● RECORDS SHOWN
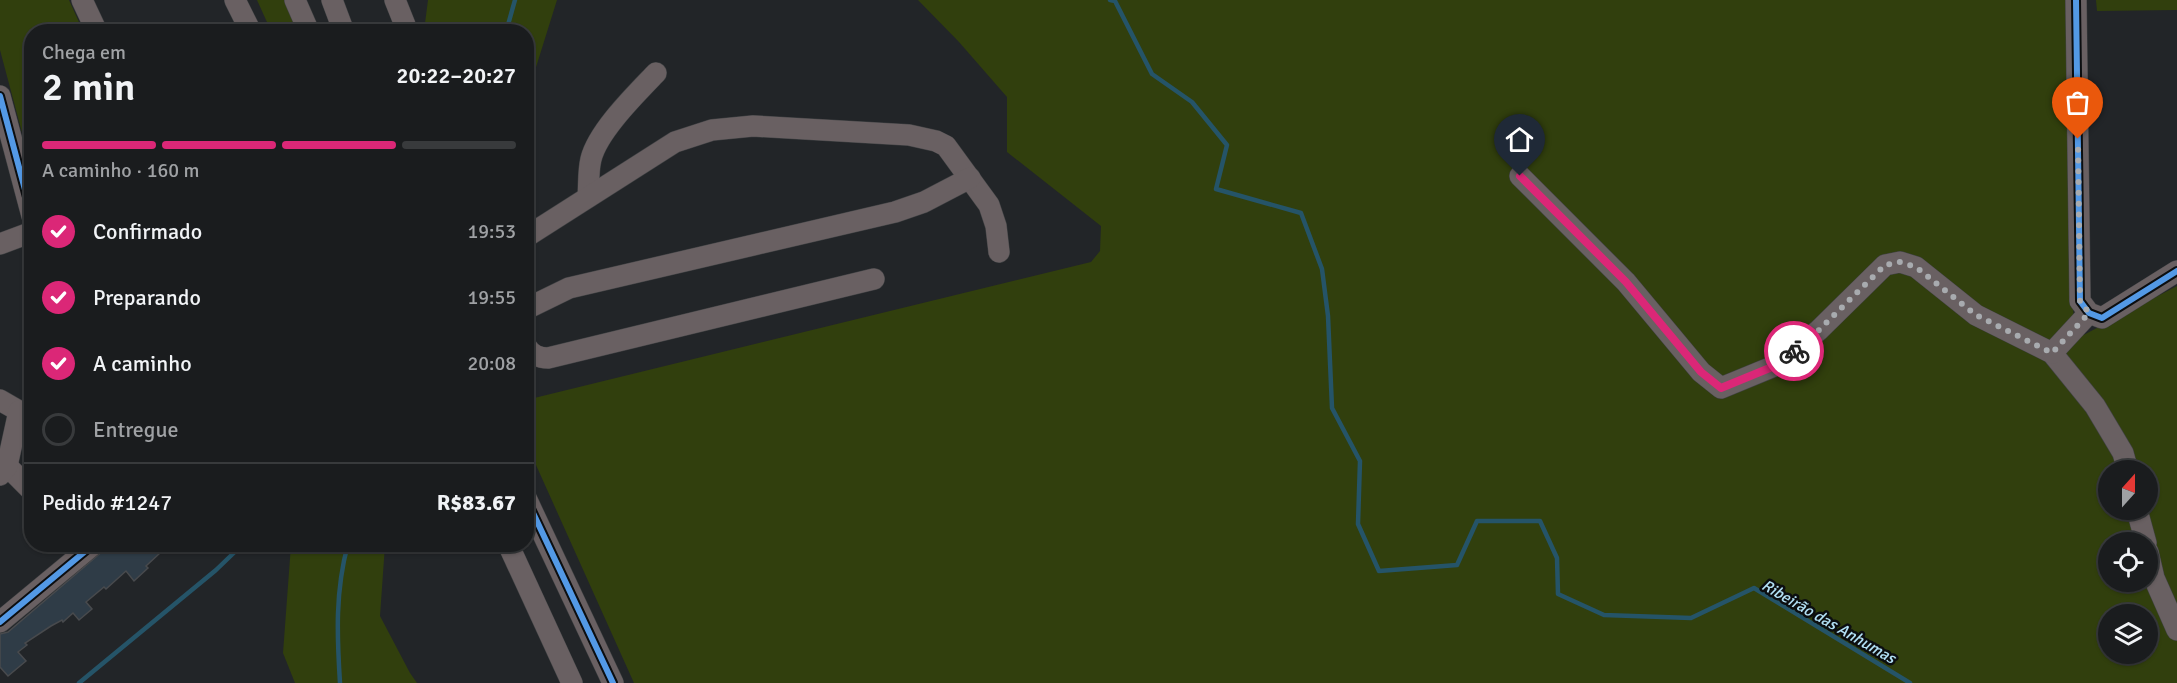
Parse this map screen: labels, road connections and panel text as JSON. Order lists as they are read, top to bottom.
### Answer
{
  "water": ["Ribeirão das Anhumas"],
  "north": "top",
  "page": {
    "heading": ["2 min", "Chega em", "20:22–20:27"],
    "panel": ["Pedido #1247", "R$83.67"],
    "bar": "A caminho · 160 m",
    "list": [
      ["Confirmado", "19:53"],
      ["Preparando", "19:55"],
      ["A caminho", "20:08"],
      "Entregue"
    ]
  }
}
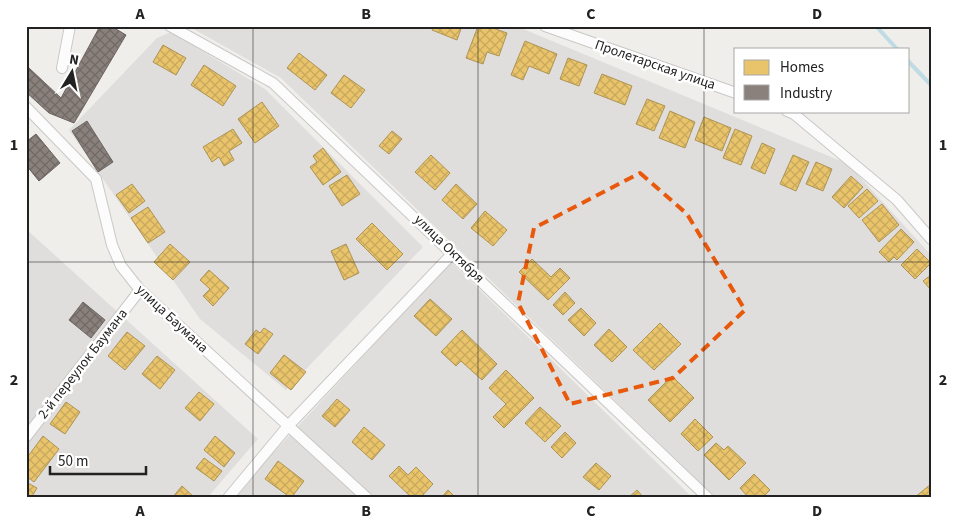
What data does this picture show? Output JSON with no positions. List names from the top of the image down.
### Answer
{
  "streets": {
    "street": [
      "Пролетарская улица",
      "улица Октября",
      "улица Баумана",
      "2-й переулок Баумана"
    ]
  },
  "crossings": [
    ["улица Баумана", "2-й переулок Баумана"]
  ],
  "legend": ["Homes", "Industry"],
  "scale_bar": "50 m",
  "north": "top",
  "grid": {
    "columns": [
      "A",
      "B",
      "C",
      "D"
    ],
    "rows": ["1", "2"]
  }
}
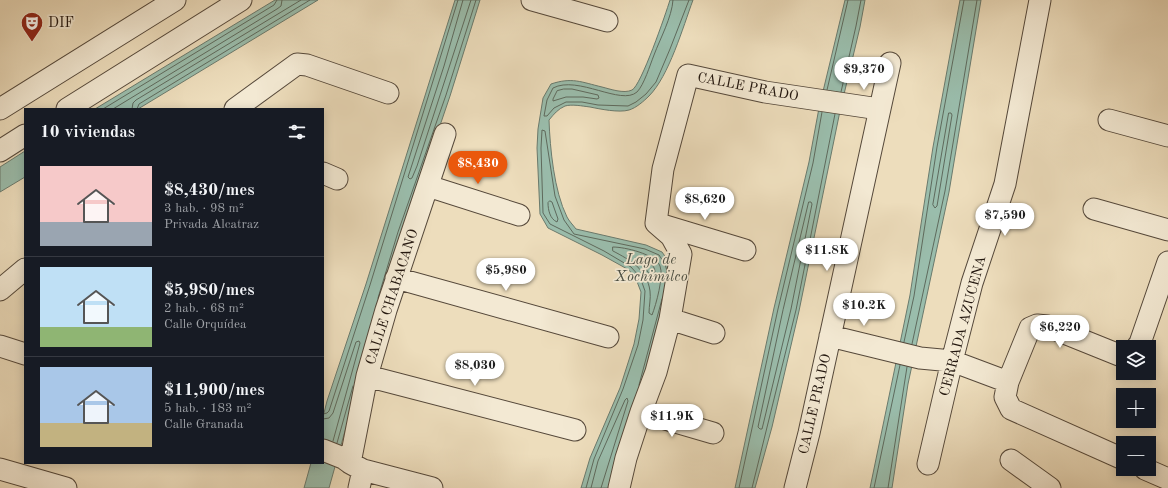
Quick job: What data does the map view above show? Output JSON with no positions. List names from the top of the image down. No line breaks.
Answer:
{"streets":{"street":["CALLE PRADO","CALLE CHABACANO","CERRADA AZUCENA"]},"water":["Lago de Xochimilco"],"places":{"theatre":["DIF"]},"page":{"price":["$9,370","$8,430","$8,620","$7,590","$11.8K","$5,980","$10.2K","$6,220","$8,030","$11.9K"],"heading":"10 viviendas","list":[{"name":"$8,430/mes","note":"3 hab. · 98 m² · Privada Alcatraz"},{"name":"$5,980/mes","note":"2 hab. · 68 m² · Calle Orquídea"},{"name":"$11,900/mes","note":"5 hab. · 183 m² · Calle Granada"}],"map_buttons":["+","−"]}}
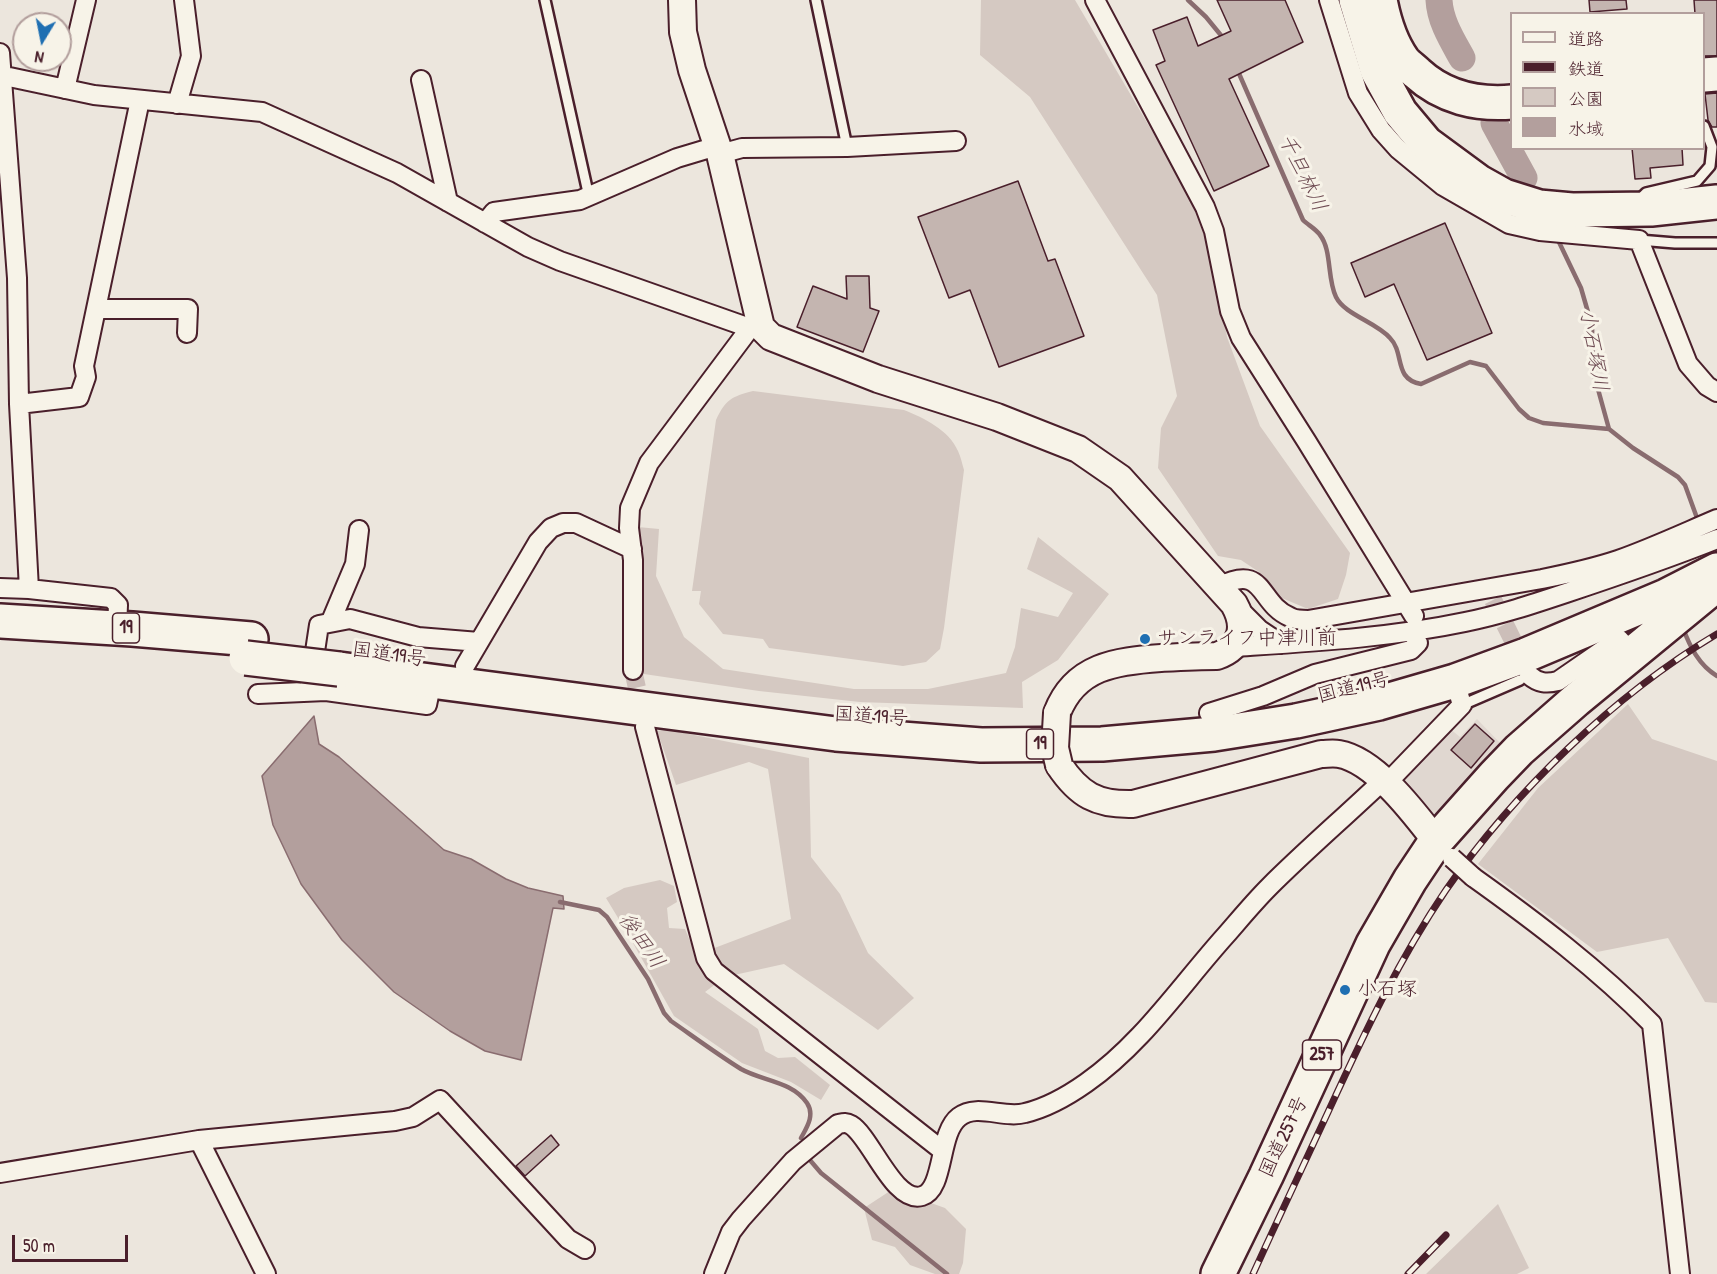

● PROBLEM
List the lines of the entries that include "does".

● RESULT FOR THIS EXERCISE
What data does this picture show? Output JSON with no positions. List names from the top of the image down.
Quick job: What data does the map view above show? Output JSON with no positions. List names from the top of the image down. No line breaks.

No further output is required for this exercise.